### Problem statement
Below are the entries; tally the lines holding the string "TRANSVERSAL" and give only that figure.

- Opening Delimiter -

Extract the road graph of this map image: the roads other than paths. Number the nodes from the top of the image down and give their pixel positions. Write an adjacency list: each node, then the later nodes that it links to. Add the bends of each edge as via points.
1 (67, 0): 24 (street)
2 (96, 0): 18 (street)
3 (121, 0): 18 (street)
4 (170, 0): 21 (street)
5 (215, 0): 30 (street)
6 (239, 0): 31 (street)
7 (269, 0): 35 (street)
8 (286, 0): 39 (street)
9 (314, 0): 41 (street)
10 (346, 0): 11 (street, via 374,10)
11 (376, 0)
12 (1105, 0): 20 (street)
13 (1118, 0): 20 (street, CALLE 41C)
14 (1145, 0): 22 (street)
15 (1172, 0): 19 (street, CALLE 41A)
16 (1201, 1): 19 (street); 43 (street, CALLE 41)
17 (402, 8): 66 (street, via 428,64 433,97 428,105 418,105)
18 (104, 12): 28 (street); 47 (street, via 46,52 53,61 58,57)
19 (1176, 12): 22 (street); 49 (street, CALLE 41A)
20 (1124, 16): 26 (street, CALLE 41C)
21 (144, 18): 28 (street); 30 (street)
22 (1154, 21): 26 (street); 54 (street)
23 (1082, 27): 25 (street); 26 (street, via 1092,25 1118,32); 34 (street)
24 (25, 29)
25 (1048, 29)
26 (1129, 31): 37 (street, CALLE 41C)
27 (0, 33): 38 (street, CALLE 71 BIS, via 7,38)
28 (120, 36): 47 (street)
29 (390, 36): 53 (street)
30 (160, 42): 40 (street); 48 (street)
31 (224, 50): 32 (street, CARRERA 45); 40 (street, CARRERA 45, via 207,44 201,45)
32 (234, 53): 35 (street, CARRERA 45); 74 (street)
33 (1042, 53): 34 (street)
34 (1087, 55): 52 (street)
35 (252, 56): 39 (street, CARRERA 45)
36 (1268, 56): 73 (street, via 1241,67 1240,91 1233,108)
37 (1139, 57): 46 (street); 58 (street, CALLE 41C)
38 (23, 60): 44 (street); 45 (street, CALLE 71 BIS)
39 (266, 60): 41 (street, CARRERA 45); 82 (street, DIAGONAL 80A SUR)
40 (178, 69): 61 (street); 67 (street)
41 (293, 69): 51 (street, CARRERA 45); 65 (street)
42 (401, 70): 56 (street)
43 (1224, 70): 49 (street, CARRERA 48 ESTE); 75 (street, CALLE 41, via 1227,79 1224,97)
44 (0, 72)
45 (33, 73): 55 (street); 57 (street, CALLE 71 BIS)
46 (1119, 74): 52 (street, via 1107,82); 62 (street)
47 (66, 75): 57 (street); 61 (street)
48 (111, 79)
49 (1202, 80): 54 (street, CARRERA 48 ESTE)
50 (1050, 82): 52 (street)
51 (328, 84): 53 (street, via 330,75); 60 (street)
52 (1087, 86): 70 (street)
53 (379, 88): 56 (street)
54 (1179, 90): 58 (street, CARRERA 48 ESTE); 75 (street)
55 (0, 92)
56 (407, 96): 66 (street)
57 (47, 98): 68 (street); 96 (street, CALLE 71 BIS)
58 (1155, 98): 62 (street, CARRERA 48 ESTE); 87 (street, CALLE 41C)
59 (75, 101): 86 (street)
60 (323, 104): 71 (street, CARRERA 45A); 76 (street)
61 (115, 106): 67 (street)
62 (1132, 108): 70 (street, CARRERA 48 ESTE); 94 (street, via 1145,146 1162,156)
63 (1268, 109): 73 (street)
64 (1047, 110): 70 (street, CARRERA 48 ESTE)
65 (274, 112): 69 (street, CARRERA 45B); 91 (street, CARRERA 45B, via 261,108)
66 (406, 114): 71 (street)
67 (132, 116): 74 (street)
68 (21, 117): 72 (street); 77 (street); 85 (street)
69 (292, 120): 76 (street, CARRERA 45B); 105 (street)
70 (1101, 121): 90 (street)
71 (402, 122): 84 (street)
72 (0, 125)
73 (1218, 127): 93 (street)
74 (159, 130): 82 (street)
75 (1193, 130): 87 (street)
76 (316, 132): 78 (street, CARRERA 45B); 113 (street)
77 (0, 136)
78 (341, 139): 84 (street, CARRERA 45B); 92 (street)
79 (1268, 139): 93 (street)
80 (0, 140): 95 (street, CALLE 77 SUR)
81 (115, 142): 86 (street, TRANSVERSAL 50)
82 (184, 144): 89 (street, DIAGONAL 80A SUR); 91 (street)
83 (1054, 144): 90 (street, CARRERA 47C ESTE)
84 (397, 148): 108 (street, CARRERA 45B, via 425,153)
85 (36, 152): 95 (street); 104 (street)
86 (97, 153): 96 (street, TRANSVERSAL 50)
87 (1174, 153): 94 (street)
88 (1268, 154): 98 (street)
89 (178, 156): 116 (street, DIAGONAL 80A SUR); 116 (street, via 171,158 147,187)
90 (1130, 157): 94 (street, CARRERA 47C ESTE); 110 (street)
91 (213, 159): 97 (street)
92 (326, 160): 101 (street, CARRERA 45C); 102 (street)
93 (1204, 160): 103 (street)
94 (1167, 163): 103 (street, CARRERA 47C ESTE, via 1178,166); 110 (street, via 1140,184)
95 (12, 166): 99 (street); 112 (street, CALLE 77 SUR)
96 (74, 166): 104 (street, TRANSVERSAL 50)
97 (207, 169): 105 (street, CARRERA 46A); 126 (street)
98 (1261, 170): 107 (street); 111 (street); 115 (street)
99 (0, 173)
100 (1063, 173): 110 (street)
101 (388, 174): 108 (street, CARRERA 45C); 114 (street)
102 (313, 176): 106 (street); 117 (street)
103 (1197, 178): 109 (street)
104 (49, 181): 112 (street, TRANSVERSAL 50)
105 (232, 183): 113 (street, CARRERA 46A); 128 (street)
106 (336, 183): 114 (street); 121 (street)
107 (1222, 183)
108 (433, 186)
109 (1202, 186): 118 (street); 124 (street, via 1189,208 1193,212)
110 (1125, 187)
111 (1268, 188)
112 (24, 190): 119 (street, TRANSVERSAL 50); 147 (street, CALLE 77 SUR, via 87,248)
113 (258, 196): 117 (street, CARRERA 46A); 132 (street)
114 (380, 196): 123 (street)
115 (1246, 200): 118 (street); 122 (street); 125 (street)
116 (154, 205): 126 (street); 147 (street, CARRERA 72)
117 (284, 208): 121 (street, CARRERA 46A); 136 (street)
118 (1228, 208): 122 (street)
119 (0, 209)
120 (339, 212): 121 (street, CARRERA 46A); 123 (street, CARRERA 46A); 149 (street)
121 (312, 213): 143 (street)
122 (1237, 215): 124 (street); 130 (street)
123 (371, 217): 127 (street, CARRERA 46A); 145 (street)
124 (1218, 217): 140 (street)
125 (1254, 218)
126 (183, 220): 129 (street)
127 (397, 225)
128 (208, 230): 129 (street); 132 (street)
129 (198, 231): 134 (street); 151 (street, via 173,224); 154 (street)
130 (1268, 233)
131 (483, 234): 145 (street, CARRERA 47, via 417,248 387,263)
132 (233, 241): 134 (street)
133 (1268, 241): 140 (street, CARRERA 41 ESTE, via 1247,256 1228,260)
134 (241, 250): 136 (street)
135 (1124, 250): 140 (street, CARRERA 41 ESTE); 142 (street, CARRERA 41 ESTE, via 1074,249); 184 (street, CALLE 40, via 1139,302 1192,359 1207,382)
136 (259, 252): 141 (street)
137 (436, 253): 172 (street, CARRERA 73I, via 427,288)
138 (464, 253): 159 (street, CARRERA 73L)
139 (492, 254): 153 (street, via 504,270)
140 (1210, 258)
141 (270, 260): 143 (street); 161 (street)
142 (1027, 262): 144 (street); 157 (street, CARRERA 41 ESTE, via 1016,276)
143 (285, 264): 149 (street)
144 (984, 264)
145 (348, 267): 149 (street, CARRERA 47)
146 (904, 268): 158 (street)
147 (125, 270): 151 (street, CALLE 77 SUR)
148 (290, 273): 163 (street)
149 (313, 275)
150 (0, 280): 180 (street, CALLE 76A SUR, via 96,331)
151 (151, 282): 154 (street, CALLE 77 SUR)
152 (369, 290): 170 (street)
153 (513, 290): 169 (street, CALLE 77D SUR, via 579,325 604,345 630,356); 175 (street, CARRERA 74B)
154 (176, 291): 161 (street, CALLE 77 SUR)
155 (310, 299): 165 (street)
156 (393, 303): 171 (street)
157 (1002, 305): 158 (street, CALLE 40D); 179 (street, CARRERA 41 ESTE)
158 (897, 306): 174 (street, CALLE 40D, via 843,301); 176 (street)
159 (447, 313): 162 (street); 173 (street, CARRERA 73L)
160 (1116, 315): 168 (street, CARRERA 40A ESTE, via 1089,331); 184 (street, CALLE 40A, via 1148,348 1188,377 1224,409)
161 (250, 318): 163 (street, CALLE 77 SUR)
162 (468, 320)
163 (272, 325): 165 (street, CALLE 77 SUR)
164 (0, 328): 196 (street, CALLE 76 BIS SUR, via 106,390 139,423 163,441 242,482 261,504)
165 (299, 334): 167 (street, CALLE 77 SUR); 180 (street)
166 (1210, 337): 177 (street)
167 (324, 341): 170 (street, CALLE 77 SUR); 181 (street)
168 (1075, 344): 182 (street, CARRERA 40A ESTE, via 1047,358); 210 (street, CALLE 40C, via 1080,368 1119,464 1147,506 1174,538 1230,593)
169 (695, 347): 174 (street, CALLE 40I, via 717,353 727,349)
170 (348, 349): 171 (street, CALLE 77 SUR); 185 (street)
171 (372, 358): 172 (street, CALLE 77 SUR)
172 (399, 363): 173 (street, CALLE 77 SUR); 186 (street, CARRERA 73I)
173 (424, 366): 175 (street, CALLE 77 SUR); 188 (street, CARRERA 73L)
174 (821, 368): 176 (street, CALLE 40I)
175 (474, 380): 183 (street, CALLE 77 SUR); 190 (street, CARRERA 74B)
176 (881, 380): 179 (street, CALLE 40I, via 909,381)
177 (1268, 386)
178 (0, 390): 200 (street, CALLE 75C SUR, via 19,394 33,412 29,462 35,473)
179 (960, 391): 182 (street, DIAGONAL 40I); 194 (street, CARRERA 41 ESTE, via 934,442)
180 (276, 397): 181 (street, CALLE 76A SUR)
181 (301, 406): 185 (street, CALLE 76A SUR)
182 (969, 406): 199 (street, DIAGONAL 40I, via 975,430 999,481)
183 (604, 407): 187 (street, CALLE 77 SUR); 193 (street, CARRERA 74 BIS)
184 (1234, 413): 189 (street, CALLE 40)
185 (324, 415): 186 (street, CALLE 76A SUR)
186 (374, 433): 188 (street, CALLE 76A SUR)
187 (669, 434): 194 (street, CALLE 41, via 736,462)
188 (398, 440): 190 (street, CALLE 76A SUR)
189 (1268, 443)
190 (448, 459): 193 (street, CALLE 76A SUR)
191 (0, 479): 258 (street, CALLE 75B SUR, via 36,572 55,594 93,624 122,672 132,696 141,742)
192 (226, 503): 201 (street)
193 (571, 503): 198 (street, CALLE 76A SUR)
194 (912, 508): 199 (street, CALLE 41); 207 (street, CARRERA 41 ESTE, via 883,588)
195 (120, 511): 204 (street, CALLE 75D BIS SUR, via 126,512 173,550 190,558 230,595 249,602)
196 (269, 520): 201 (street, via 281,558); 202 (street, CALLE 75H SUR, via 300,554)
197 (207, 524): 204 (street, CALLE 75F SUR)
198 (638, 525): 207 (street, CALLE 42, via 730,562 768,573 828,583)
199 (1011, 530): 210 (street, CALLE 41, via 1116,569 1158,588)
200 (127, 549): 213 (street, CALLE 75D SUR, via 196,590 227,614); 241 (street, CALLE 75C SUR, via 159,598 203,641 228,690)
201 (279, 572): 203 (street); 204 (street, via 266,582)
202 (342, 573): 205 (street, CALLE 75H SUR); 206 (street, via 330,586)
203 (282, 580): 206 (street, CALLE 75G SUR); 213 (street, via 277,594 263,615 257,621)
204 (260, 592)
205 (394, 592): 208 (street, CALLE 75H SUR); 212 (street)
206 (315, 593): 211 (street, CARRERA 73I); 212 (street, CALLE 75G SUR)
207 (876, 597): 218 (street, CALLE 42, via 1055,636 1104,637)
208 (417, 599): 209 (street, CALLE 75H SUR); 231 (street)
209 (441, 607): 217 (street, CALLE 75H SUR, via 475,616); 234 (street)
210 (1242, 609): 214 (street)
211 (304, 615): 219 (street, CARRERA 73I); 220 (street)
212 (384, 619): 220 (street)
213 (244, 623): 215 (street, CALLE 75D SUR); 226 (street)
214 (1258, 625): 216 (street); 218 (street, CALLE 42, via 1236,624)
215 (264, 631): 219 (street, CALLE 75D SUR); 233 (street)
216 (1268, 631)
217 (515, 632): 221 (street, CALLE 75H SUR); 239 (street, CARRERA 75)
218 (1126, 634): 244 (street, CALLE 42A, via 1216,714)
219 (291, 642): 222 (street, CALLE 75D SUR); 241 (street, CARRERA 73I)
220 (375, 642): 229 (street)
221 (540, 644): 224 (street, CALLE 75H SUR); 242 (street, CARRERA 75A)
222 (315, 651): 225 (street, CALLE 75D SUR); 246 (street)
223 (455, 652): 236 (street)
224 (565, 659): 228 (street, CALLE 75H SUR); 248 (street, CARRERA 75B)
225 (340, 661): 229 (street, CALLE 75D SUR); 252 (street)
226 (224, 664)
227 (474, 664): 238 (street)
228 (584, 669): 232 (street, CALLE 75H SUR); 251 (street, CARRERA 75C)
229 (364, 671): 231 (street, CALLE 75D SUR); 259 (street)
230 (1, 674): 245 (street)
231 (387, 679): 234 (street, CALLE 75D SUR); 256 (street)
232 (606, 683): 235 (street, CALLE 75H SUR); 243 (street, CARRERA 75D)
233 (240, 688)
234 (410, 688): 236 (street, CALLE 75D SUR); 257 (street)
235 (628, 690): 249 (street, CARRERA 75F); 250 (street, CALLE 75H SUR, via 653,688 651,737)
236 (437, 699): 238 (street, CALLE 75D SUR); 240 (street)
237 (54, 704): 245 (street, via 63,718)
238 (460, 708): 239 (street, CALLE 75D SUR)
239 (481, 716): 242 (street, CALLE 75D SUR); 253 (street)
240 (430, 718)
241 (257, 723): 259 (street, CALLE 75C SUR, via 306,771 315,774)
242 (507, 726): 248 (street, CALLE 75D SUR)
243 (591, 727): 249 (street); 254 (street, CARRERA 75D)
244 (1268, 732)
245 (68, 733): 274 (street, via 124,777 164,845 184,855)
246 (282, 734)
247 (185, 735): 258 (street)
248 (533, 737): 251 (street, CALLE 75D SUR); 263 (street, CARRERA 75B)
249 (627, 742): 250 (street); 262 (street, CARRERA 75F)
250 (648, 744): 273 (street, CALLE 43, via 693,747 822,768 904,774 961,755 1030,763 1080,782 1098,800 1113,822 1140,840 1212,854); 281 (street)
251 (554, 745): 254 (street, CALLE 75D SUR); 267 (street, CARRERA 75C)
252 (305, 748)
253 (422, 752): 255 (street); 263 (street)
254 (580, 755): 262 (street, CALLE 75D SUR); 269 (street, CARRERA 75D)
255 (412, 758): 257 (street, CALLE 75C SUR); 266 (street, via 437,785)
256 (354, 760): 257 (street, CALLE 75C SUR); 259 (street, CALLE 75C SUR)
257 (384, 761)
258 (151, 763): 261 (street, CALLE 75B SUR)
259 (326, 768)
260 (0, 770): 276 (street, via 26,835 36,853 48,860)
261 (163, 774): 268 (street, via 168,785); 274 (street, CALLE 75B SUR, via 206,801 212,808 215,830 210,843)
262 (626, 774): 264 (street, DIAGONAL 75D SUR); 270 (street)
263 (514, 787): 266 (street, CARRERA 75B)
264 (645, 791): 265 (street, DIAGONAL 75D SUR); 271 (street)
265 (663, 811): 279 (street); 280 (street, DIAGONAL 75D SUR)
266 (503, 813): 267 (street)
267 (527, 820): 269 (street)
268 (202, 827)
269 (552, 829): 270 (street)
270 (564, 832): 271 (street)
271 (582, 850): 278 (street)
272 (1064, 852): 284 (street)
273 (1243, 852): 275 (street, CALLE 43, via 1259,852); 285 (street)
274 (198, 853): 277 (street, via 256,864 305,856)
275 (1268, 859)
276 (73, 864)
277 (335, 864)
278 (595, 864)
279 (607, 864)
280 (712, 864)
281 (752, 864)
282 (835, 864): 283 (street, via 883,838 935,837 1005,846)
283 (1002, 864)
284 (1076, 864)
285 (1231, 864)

- Closing Delimiter -

### Output for this task
5